Thoughts of Joni Mitchell and David Crosby spark Graham Nash concert in Minneapolis

STAR TRIBUNE REVIEW

Joni Mitchell, with a stylish beret, might as well have been sitting in the corner booth at the Dakota Tuesday night. Because every time Graham Nash mentioned Joni, sang a song inspired by Joni (Joan, as he called her) or performed a tune written by Joni, something came over him.

A new intensity, a profound emotionalism, a heartfelt something — be it a loving warmth or an unrequited ache — surfaced in his singing.

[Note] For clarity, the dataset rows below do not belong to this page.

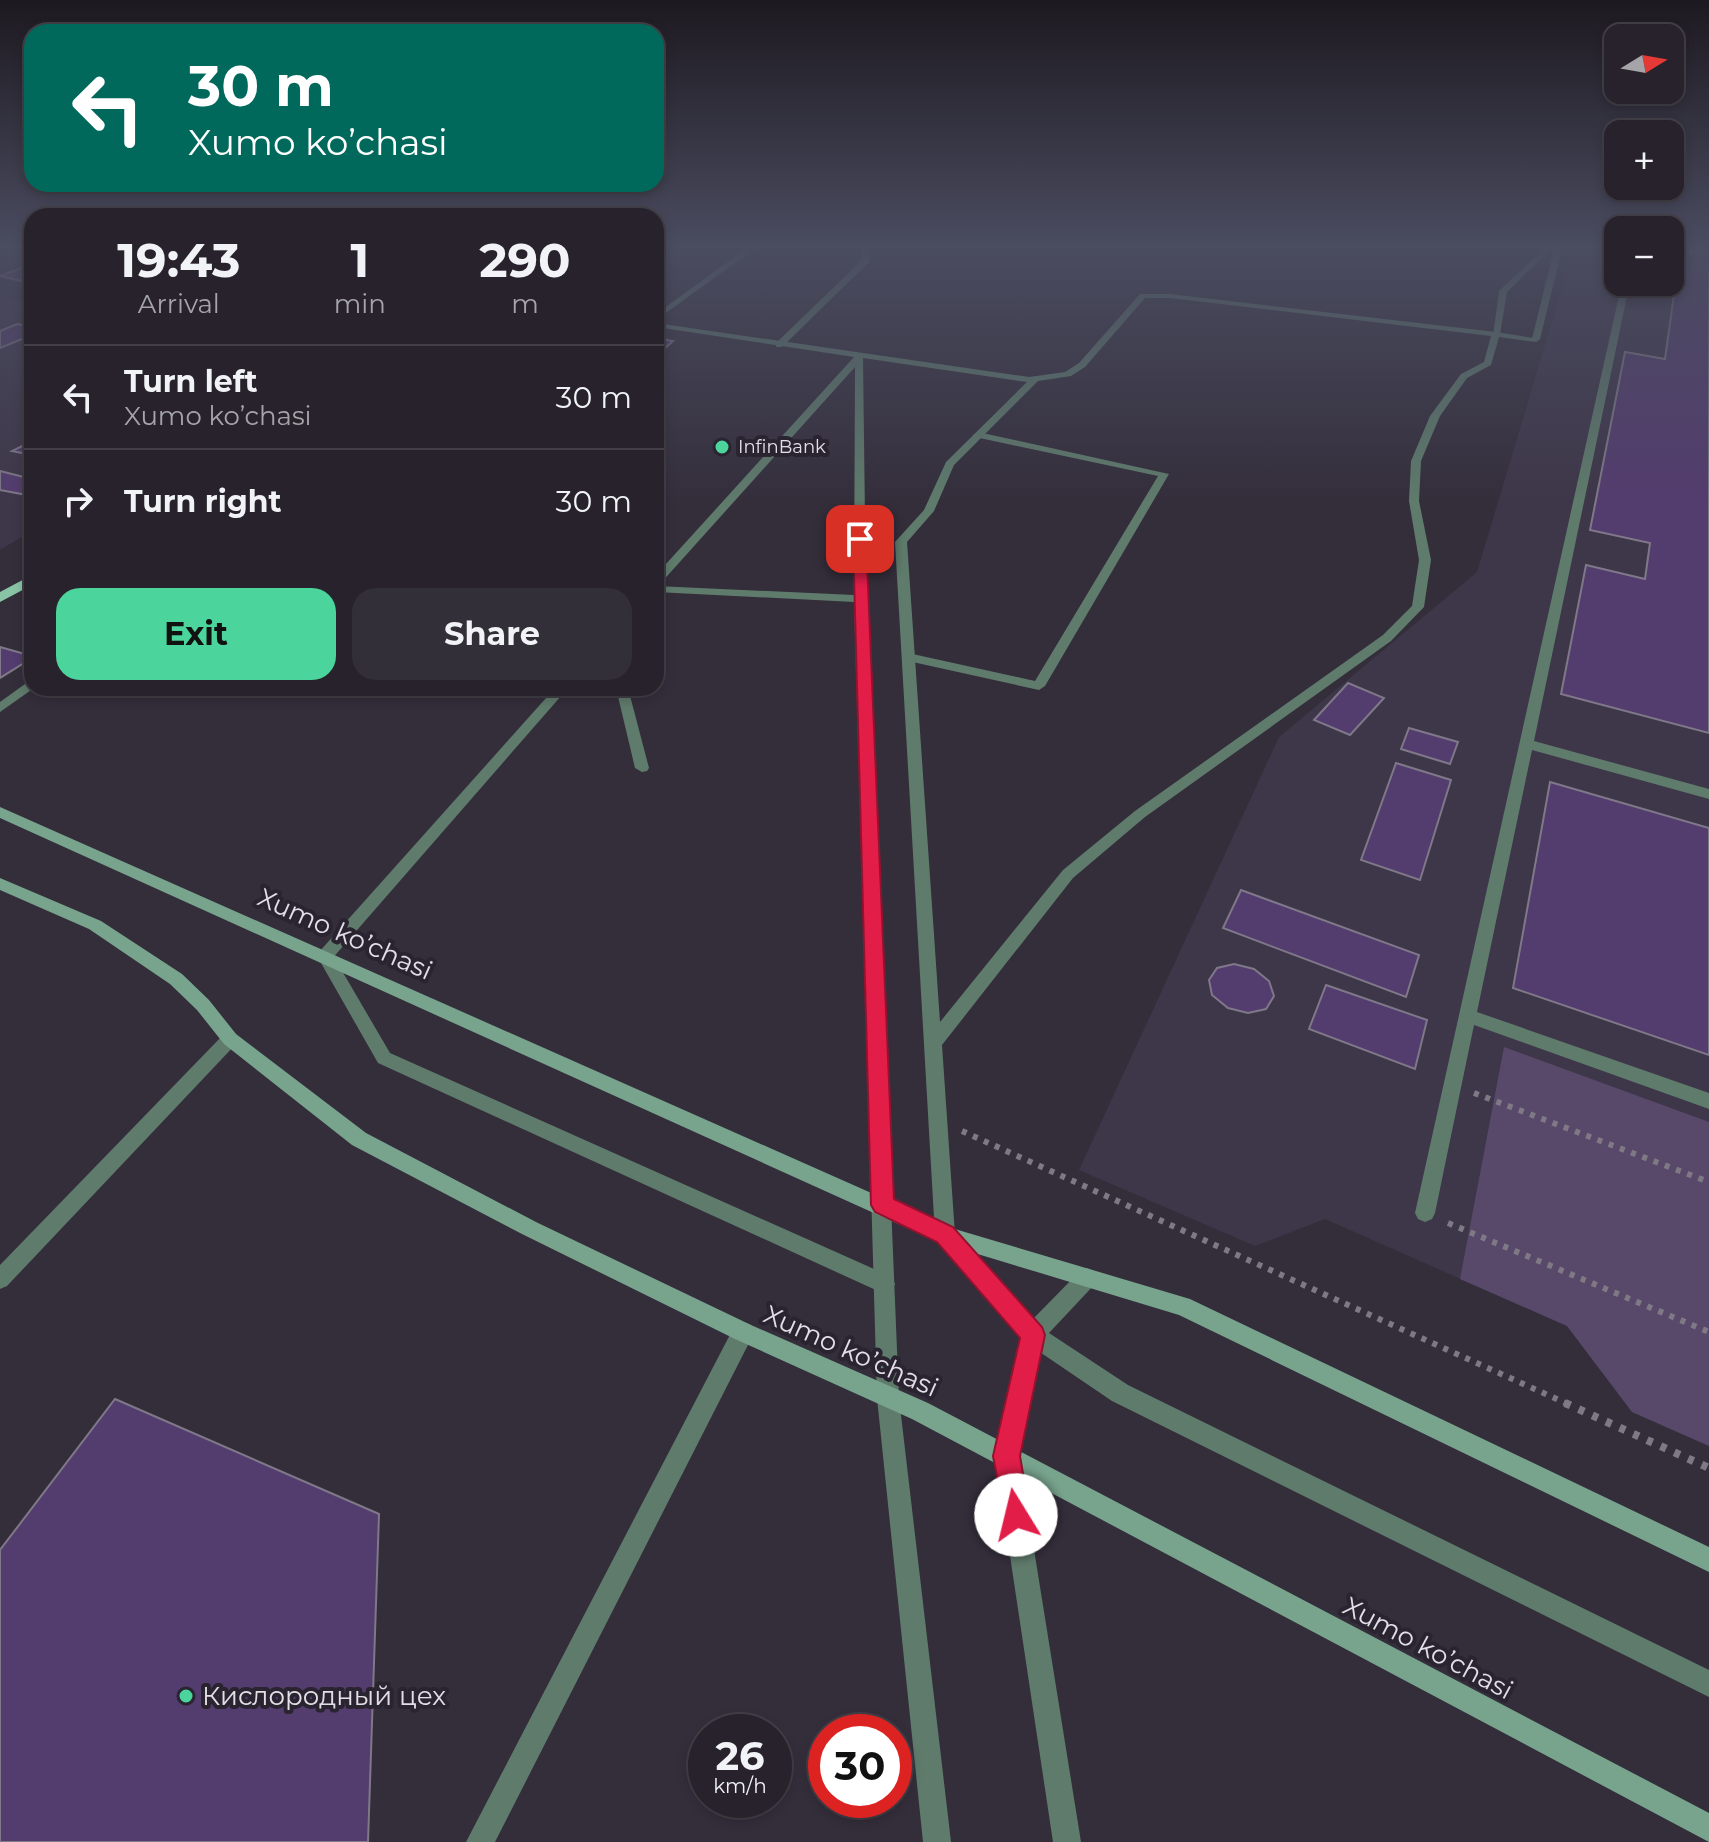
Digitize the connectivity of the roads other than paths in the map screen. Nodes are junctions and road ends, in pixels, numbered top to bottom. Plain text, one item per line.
1 (693, 331) edge
2 (793, 331) edge
3 (1112, 331) edge
4 (1470, 331) edge
5 (1496, 331) edge
6 (1538, 331) edge
7 (1616, 331) edge
8 (1496, 334) junction
9 (779, 345) junction
10 (859, 357) junction
11 (1034, 380) junction
12 (978, 435) junction
13 (664, 573) edge
14 (24, 584) edge
15 (664, 589) edge
16 (0, 598) edge
17 (860, 599) junction
18 (908, 657) junction
19 (24, 689) edge
20 (555, 696) edge
21 (624, 696) edge
22 (0, 708) edge
23 (1527, 744) junction
24 (642, 768) dead end
25 (1709, 794) edge
26 (0, 812) edge
27 (0, 884) edge
28 (325, 956) junction
29 (1470, 1016) junction
30 (230, 1039) junction
31 (933, 1043) junction
32 (1709, 1101) edge
33 (883, 1205) junction
34 (1425, 1213) road end
35 (945, 1235) junction
36 (1087, 1278) junction
37 (0, 1279) edge
38 (885, 1284) junction
39 (743, 1332) junction
40 (1033, 1335) junction
41 (888, 1398) junction
42 (1007, 1456) junction
43 (1709, 1560) edge
44 (1709, 1684) edge
45 (1709, 1828) edge
46 (480, 1842) edge
47 (937, 1842) edge
48 (1067, 1842) edge

1 - 9 street
2 - 9 street
3 - 11 street
4 - 8 street
5 - 8 street
6 - 8 street
7 - 23 street
8 - 31 street
9 - 10 street
10 - 11 street
10 - 13 street
10 - 17 street
11 - 12 street
12 - 18 street
12 - 18 street
14 - 16 main road
15 - 17 street
17 - 33 street
18 - 31 street
19 - 22 street
20 - 28 street
21 - 24 street
23 - 25 street
23 - 29 street
26 - 28 main road, Xumo ko’chasi
27 - 30 main road, Xumo ko’chasi
28 - 33 main road, Xumo ko’chasi
28 - 38 street
29 - 32 street
29 - 34 street
30 - 37 street
30 - 39 main road, Xumo ko’chasi
31 - 35 street
33 - 35 main road, Xumo ko’chasi
33 - 38 street
35 - 36 main road
35 - 40 street, Xumo ko’chasi
36 - 40 street
36 - 43 main road
38 - 41 street
39 - 41 main road, Xumo ko’chasi
39 - 46 street
40 - 42 street
40 - 44 street, Xumo ko’chasi
41 - 42 main road, Xumo ko’chasi
41 - 47 street
42 - 45 main road, Xumo ko’chasi
42 - 48 street

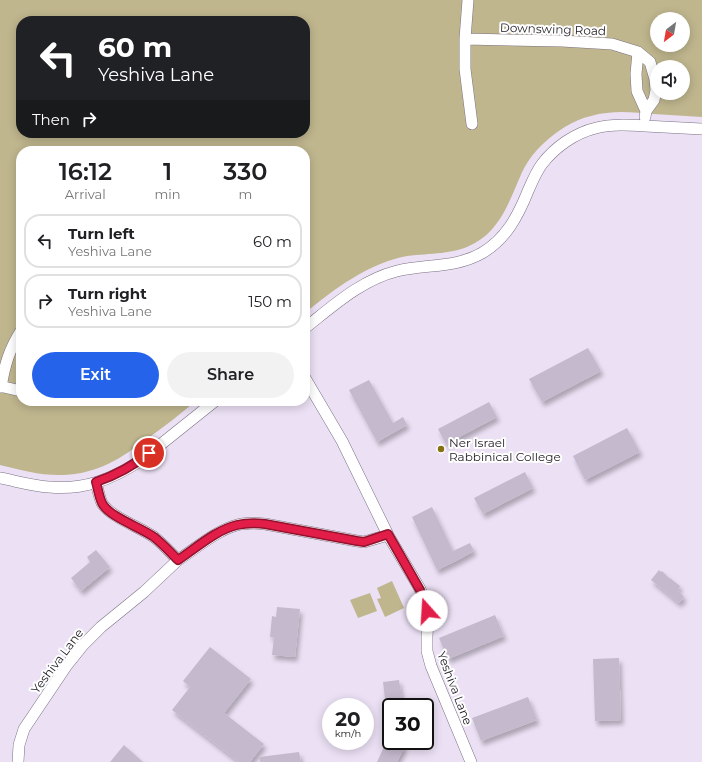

It happened when Nash explained how after they broke up, he wrote “I Used to Be a King,” it happened when he told the tale about going to breakfast with her on a cold California day and buying an antique vase and writing “Our House,” and it happened when he poured himself into her “A Case of You.”

A sold-out Dakota crowd had to be thankful that Joni was in the house and in Nash’s life. And thankful, too, for his other famous collaborators, namely David Crosby, Stephen Stills and Neil Young. When Nash told a story about one of them, he similarly seemed more invested in his singing.

It happened as a recorded version of Crosby’s “Critical Mass” led into Nash’s own “Wind on the Water,” it happened on a spirited reading of Stills’ “Love the One You’re With” and on Young’s heart-aching “Only Love Can Break Your Heart.”